À Paris, où la tendance a déjà croqué la ville à grand renforts d’hangars entiers dédiés à des ghost kitchens de grande envergure, le phénomène fait face à une levée de boucliers de la part des garants de la gastronomie, qui voient là une menace pour le restaurant tel qu’on le connaît. Et à Liège alors, qu’en disent les restaurateurs ardents, déjà rudement malmenés par des mois de pandémie et de mesures sanitaires restrictives?

ghost kitchens Liège DR

Alexis Vafidis, patron de La Cafétaria et accessoirement fer de lance du collectif Horeca Wallonie ces derniers mois, est mitigé. « D’un côté, on voit bien que c’est en plein essor et que c’est « inéluctable », parce que la façon de vivre des gens fait que c’est un service utile », concède celui dont la carte de viandes d’exception est bien connue des carnivores, « mais moi en tant que restaurateur, même si je suis toujours susceptible de changer d’avis, je n’ai plus voulu faire de takeaway parce que la formule nous portait préjudice: ce qui arrivait chez le client n’était pas à la hauteur niveau qualité du resto. C’est se tirer une balle dans le pied: quand on demande de payer le même prix qu’au resto pour avoir quelque chose de moins qualitatif, le nom de l’enseigne en pâtit ». Ce qui ne veut pas dire qu’il voit forcément les ghost kitchens comme un cauchemar (hanté) en cuisine, au contraire.

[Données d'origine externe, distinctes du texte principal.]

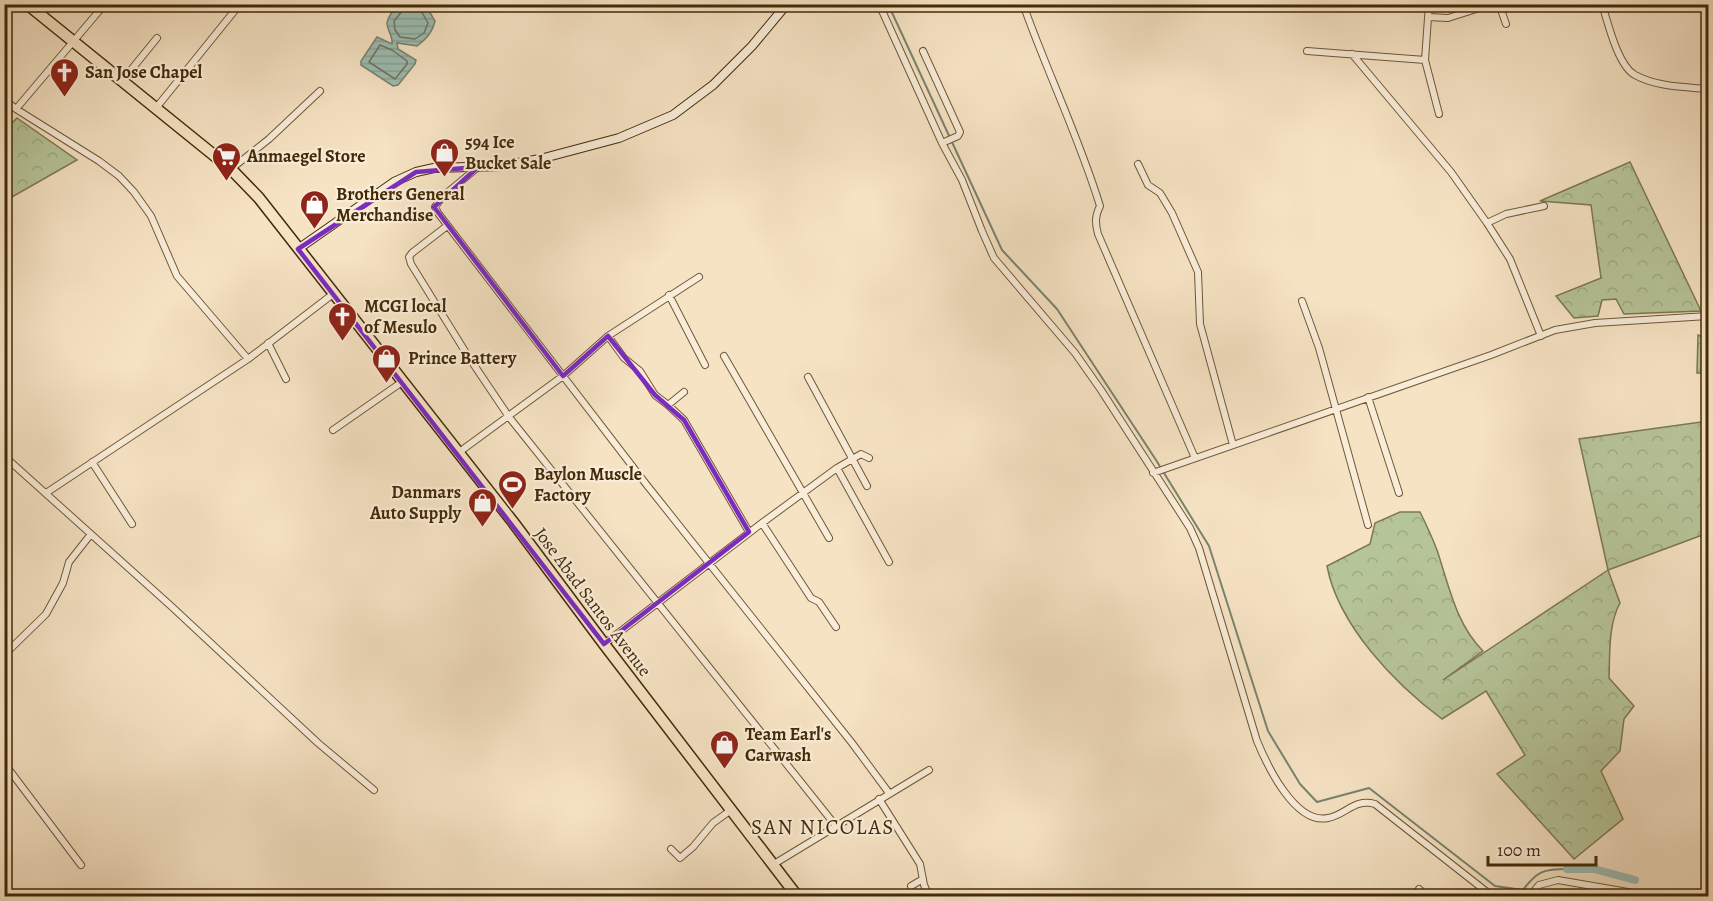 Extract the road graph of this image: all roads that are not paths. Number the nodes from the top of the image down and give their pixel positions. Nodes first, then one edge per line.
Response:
1 (27, 4) edge
2 (105, 4) edge
3 (240, 4) edge
4 (787, 4) edge
5 (879, 4) edge
6 (1023, 4) edge
7 (1429, 4) edge
8 (1492, 4) edge
9 (1499, 4) edge
10 (1602, 4) edge
11 (1428, 17) junction
12 (1506, 24) dead end
13 (157, 38) dead end
14 (74, 42) junction
15 (924, 51) dead end
16 (1307, 51) dead end
17 (1352, 54) junction
18 (1425, 60) junction
19 (122, 81) junction
20 (1708, 89) edge
21 (320, 91) dead end
22 (4, 99) edge
23 (156, 108) junction
24 (16, 109) junction
25 (1439, 114) dead end
26 (944, 142) junction
27 (1138, 164) dead end
28 (478, 167) junction
29 (231, 169) junction
30 (1544, 206) dead end
31 (1487, 223) junction
32 (447, 226) junction
33 (298, 249) junction
34 (699, 277) dead end
35 (333, 294) junction
36 (669, 295) junction
37 (1302, 301) dead end
38 (1708, 316) edge
39 (608, 336) junction
40 (1541, 336) junction
41 (268, 343) junction
42 (724, 356) dead end
43 (248, 359) junction
44 (705, 365) dead end
45 (563, 376) junction
46 (808, 377) dead end
47 (286, 379) dead end
48 (402, 382) junction
49 (684, 392) dead end
50 (1368, 397) junction
51 (668, 405) junction
52 (1337, 409) junction
53 (509, 417) junction
54 (333, 430) dead end
55 (1233, 445) junction
56 (458, 453) junction
57 (4, 456) edge
58 (853, 458) junction
59 (869, 458) dead end
60 (1195, 458) junction
61 (92, 462) junction
62 (837, 468) junction
63 (1155, 472) junction
64 (867, 486) dead end
65 (46, 493) junction
66 (802, 493) junction
67 (1399, 493) dead end
68 (762, 522) junction
69 (132, 524) dead end
70 (1368, 525) dead end
71 (749, 532) junction
72 (91, 534) junction
73 (829, 538) dead end
74 (888, 562) dead end
75 (708, 564) junction
76 (658, 602) junction
77 (836, 627) dead end
78 (604, 644) junction
79 (4, 656) edge
80 (4, 763) edge
81 (929, 770) dead end
82 (374, 790) dead end
83 (890, 794) junction
84 (879, 799) junction
85 (731, 810) junction
86 (836, 826) junction
87 (671, 849) dead end
88 (774, 864) junction
89 (81, 865) dead end
90 (923, 879) junction
91 (911, 886) dead end
92 (1419, 889) dead end
93 (1532, 894) edge
94 (797, 897) edge
95 (929, 897) edge
96 (1427, 897) edge
97 (1492, 897) edge
98 (1651, 897) edge

1 - 14 highway, Jose Abad Santos Avenue
2 - 14 street
3 - 23 street
4 - 28 main road
5 - 26 street
6 - 60 street
7 - 11 street
8 - 11 street
9 - 12 street
10 - 20 street
11 - 18 street
13 - 19 street
14 - 19 highway, Jose Abad Santos Avenue
14 - 24 street
15 - 26 street
16 - 17 street
17 - 18 street
17 - 31 street
18 - 25 street
19 - 23 highway, Jose Abad Santos Avenue
21 - 29 street
22 - 24 street
23 - 29 highway, Jose Abad Santos Avenue
24 - 43 street
26 - 63 street
27 - 55 street
28 - 32 street
28 - 33 main road
29 - 33 highway, Jose Abad Santos Avenue
30 - 31 street
31 - 40 street
32 - 45 street
32 - 53 street
33 - 35 highway, Jose Abad Santos Avenue
34 - 36 street
35 - 41 street
35 - 48 highway, Jose Abad Santos Avenue
36 - 39 street
36 - 44 street
37 - 52 street
38 - 40 street
39 - 45 street
39 - 51 street
40 - 50 street
41 - 43 street
41 - 47 street
42 - 66 street
43 - 61 street
45 - 53 street
45 - 75 street
46 - 58 street
48 - 54 street
48 - 56 highway, Jose Abad Santos Avenue
49 - 51 street
50 - 52 street
50 - 67 street
51 - 71 street
52 - 55 street
52 - 70 street
53 - 56 street
53 - 76 street
55 - 60 street
56 - 78 highway, Jose Abad Santos Avenue
57 - 65 street
58 - 59 street
58 - 62 street
58 - 64 street
60 - 63 street
61 - 65 street
61 - 69 street
62 - 66 street
62 - 74 street
63 - 97 street
65 - 72 street
66 - 68 street
66 - 73 street
68 - 71 street
68 - 77 street
71 - 75 street
72 - 79 street
72 - 82 street
75 - 76 street
75 - 83 street
76 - 78 street
76 - 86 street
78 - 85 highway, Jose Abad Santos Avenue
80 - 89 street
81 - 83 street
83 - 84 street
84 - 86 street
84 - 90 street
85 - 87 street
85 - 88 highway, Jose Abad Santos Avenue
86 - 88 street
88 - 94 highway, Jose Abad Santos Avenue
90 - 91 street
90 - 95 street
92 - 96 street
93 - 98 street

« J’ai quatre étages non-exploités au dessus de mon resto et j’ai moi-même envisagé à un moment de faire une ghost kitchen, parce que la crise qu’on vient de vivre nous a tous forcés à remettre notre modèle économique en question. Même si les gens auront toujours besoin de restaurants, les temps changent et je garde dans un coin de ma tête la possibilité d’exploiter ces étages pour en faire une ghost kitchen, pourquoi pas en m’associant avec plusieurs partenaires » – Alexis Vafidis.

Un point de vue nuancé que partage Liankang Ji, dont le Bonheur Simple, à Embourg, fait la joie des amateurs de cuisine thaïlandaise raffinée.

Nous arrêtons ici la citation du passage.